**Given records:**

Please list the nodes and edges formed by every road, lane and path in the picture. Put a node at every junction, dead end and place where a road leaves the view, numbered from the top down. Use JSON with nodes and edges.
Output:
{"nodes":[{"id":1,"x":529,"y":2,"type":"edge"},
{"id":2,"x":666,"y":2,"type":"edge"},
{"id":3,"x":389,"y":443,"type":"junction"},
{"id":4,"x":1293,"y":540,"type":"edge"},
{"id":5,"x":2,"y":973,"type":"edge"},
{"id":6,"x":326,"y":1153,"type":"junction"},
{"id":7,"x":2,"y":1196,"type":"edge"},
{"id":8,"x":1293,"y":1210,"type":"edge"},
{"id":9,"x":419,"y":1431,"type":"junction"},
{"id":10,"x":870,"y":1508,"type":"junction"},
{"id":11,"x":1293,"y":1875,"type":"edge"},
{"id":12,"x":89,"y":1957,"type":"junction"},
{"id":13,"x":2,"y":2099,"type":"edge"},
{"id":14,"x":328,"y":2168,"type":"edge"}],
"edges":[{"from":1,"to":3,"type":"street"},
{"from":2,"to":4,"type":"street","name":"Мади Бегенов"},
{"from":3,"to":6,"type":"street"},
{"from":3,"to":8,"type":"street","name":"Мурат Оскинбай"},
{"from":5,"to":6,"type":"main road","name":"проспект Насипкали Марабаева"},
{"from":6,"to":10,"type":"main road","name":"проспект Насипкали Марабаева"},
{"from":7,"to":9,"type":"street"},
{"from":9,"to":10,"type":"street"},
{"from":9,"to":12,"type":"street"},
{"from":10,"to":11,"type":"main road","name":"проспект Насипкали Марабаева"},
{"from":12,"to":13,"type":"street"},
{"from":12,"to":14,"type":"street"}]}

**What is required:** Repeat, word for word, all of the data shown above.

**Solution:**
Please list the nodes and edges formed by every road, lane and path in the picture. Put a node at every junction, dead end and place where a road leaves the view, numbered from the top down. Use JSON with nodes and edges.
Output:
{"nodes":[{"id":1,"x":529,"y":2,"type":"edge"},
{"id":2,"x":666,"y":2,"type":"edge"},
{"id":3,"x":389,"y":443,"type":"junction"},
{"id":4,"x":1293,"y":540,"type":"edge"},
{"id":5,"x":2,"y":973,"type":"edge"},
{"id":6,"x":326,"y":1153,"type":"junction"},
{"id":7,"x":2,"y":1196,"type":"edge"},
{"id":8,"x":1293,"y":1210,"type":"edge"},
{"id":9,"x":419,"y":1431,"type":"junction"},
{"id":10,"x":870,"y":1508,"type":"junction"},
{"id":11,"x":1293,"y":1875,"type":"edge"},
{"id":12,"x":89,"y":1957,"type":"junction"},
{"id":13,"x":2,"y":2099,"type":"edge"},
{"id":14,"x":328,"y":2168,"type":"edge"}],
"edges":[{"from":1,"to":3,"type":"street"},
{"from":2,"to":4,"type":"street","name":"Мади Бегенов"},
{"from":3,"to":6,"type":"street"},
{"from":3,"to":8,"type":"street","name":"Мурат Оскинбай"},
{"from":5,"to":6,"type":"main road","name":"проспект Насипкали Марабаева"},
{"from":6,"to":10,"type":"main road","name":"проспект Насипкали Марабаева"},
{"from":7,"to":9,"type":"street"},
{"from":9,"to":10,"type":"street"},
{"from":9,"to":12,"type":"street"},
{"from":10,"to":11,"type":"main road","name":"проспект Насипкали Марабаева"},
{"from":12,"to":13,"type":"street"},
{"from":12,"to":14,"type":"street"}]}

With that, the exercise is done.